Des travailleurs de Construction Mont Sainte-Adèle ont manifesté à Trois-Rivières. Ils se disent victimes de harcèlement de la part de la Commission de la construction du Québec (CCQ).

Ils ont tout d'abord manifesté aux bureaux de la FTQ Construction. Des policiers étaient présents pour bloquer l'accès aux locaux aux manifestants.

Ces travailleurs en colère se disent victimes de harcèlement de la part de la Commission de la construction du Québec. C'est que depuis quelques semaines, la CCQ multiplie les interventions sur leur chantier.

La dernière inspection, qui a eu lieu lundi au chantier de la rue Thibeau, dans le secteur Cap-de-la-Madeleine, s'est déroulée sous présence policière.

Selon le propriétaire de l'entreprise, c'est la septième fois que Mont Saint-Adèle reçoit la visite d'inspecteurs de la CCQ. Lundi, les travailleurs ont reçu une lettre par huissier leur demandant de s'identifier auprès de la CCQ dans la journée de mardi.

Si ces travailleurs se sont présentés aux bureaux de la FTQ Construction, c'est parce qu'ils estiment être mal représentés par leur syndicat.

Le représentant de la FTQ-Construction affirme qu'il faut beaucoup de preuves solides pour déposer une plainte de harcèlement.

« Lundi, tout ce que les inspecteurs ont fait, c'est de vérifier les cartes de compétence des travailleurs. Ils se font escorter par la police parce que les inspecteurs de la région ne sont pas en sécurité sur ce chantier », explique le représentant de la FTQ-Construction, Sylvain Paquin.

Les travailleurs ont pris ensuite la direction des bureaux de la CCQ. Les manifestants se sont butés là aussi à une présence policière et à des portes verrouillées.
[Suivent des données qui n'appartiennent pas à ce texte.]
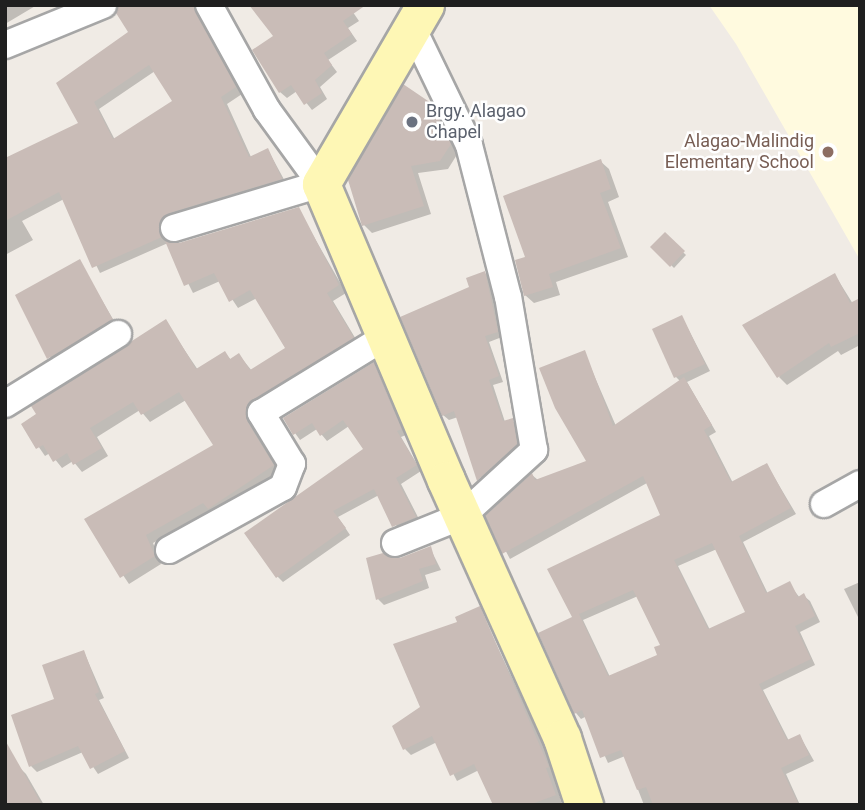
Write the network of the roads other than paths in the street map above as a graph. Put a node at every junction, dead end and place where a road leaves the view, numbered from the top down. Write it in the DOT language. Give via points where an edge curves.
graph roads {
  1 [pos="103,5"];
  2 [pos="209,5"];
  3 [pos="418,16"];
  4 [pos="5,45"];
  5 [pos="321,184"];
  6 [pos="174,228"];
  7 [pos="118,334"];
  8 [pos="385,337"];
  9 [pos="5,404"];
  10 [pos="860,484"];
  11 [pos="824,504"];
  12 [pos="462,516"];
  13 [pos="395,543"];
  14 [pos="169,550"];
  15 [pos="584,805"];
  1 -- 4 [label="street"];
  2 -- 5 [label="street" via="267,110"];
  3 -- 5 [label="street"];
  3 -- 12 [label="street" via="469,145 508,298 534,450"];
  5 -- 6 [label="street"];
  5 -- 8 [label="street"];
  7 -- 9 [label="street"];
  8 -- 12 [label="street"];
  8 -- 14 [label="street" via="261,412 292,464 283,487"];
  10 -- 11 [label="street"];
  12 -- 13 [label="street"];
  12 -- 15 [label="street" via="562,738"];
}
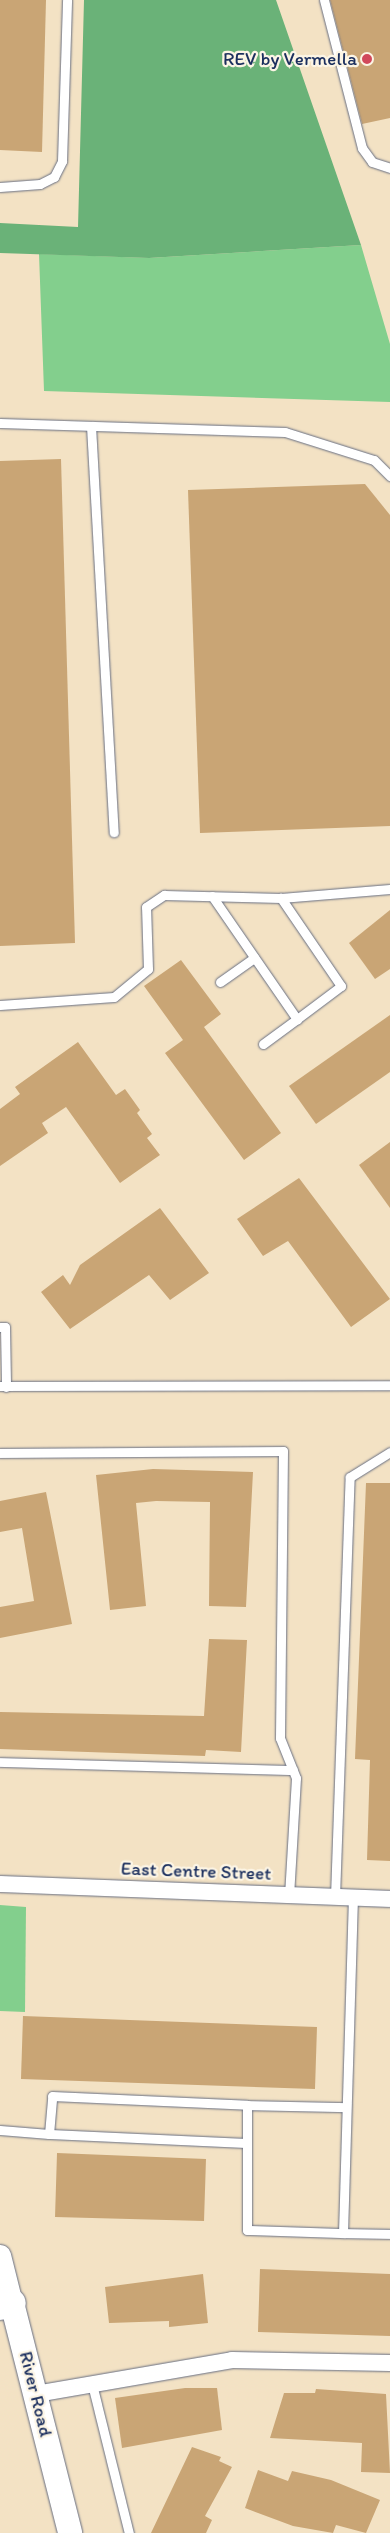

La CCQ a finalement accepté d'ouvrir la porte, mais à la condition que les employés entrent un par un pour s'identifier.

Pour sa part, la CCQ répète qu'elle a un travail à faire et qu'elle n'a pas l'intention d'arrêter ses vérifications sur les chantiers.

Rappelons que le même scénario s'était déroulé à Sherbrooke l'été dernier et qu'une poursuite de 4 millions de dollars sera entendue en février prochain.